The fund also covers miscellaneous expenses like fuel used to deliver the council's agenda packets to them and TV equipment to film regular meetings.
Of the $5,911.30 spent between April 2 and Sept. 29, the largest chunk was spent on city council workshop meals, which added up to $4,360.47. Receipts for those meals, many of which total at least $100, show dinners from area restaurants like Schlotzsky's, Chick-fil-A and Stonetree Grill.
City Council members typically meet around 4 p.m. or 5 p.m. Tuesday afternoons for workshops during which discussions are held regarding items on the evening's agenda. Regular meetings, most of which have started at 6 p.m. in recent months, can run as short as half an hour to an hour and a half.
Barbara Gonzales, finance director for the city, said that putting out meals for council members and some city staff is a way to say "thank you" for their service to the city since council members are each paid just $100 monthly and the mayor is paid $200 for overseeing the council.
"If you think about how many committees they serve on, they spend a lot of time up here," she said. "They get compensated very little so we try to take care of their food."
Meals for some of the council's standing committees are also included in the $43,000 miscellaneous fund, which is separate from the City Council's own budget and was not cut during this year's budget season.
Of the four committees that brought in food for their meetings, the water/sewer/drainage committee, chaired by Councilman Larry Cole, spent the most at $615.12 between April 7 and Sept. 1. Receipts for the monthly meetings include a $120 tab on May 8 for 16 boxed lunches from Jason's Deli and a $146.80 receipt from the same restaurant for the committee's Sept. 1 meeting.
The community services committee, which also meets monthly and includes Council members JoAnn Purser, Juan Rivera and Kenny Wells, spent $425.14 on food between April 28 and Sept. 22. The animal advisory committee, on which Cole and Purser also serve, rang up $295.61 in food between April 22 and Sept. 17. Receipts from the employee insurance committee, which met once on Sept. 23 and is chaired by Purser, totaled $214.96 from Jason's Deli.
City Manager Connie Green said that during budget season, he considered cutting from the miscellaneous fund but that it wouldn't have made much of a dent in the long run.
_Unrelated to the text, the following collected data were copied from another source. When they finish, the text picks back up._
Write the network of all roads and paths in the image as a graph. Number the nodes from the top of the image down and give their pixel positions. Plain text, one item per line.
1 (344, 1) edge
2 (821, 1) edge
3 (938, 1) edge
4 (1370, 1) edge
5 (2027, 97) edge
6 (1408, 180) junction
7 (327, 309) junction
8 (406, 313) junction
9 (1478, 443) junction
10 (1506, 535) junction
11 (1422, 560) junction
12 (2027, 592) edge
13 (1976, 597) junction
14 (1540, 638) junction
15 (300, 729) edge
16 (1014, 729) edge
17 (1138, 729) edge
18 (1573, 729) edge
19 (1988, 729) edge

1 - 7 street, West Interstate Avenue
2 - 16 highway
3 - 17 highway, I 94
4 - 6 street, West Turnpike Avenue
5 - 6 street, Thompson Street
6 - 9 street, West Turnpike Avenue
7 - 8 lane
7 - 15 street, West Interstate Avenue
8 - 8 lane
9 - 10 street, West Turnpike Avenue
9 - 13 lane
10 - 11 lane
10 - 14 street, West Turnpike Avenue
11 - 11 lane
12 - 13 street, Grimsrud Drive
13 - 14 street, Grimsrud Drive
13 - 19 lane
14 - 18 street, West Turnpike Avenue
"We looked at hundreds of items in the budget to try to make some reductions and I know that was one of the ones that we looked at," he said. "I guess it just did not end up being an item that would have produced a significant reduction in the budget."
The council approved the $188 million budget Sept. 15. Purser said that money allotted for meals could be something she'd consider bringing up when it comes time for a mid-term assessment of the city's budget.
"We could modify that budget now. Is that something that the council should look at now? Possibly," she said. "We could say 'look, everybody's cutting corners and we want a report.'"
She said that while sometimes food is good to have, the offerings could be scaled back from things like pizza and barbecue to finger foods.
Not in Harker Heights
Patty Brunson, assistant city manager for Harker Heights, said the Harker Heights council stopped buying food for its bi-monthly council workshops when the members realized that their meetings ended before all of it had been eaten.
"If it is an all-day event, we usually have some type of snacks whether that be sandwiches or something like that," she said. "We've saved some money, but we didn't spend hardly any money in the first place. If we'd spent $10, that would have been a lot."
Mayor Pro Tem Scott Cosper said he typically does not eat at the meetings, but that when meetings go long, food is imperative for some council and staff members.
"The health of the people that could require some sort of diet over a several-hour meeting is a priority for me. I would never want to cause them any grief or any dismay because we were being 'chinchy,'" he said. "Certainly if it were to come down to costing people their jobs, certainly that and other things could be cut."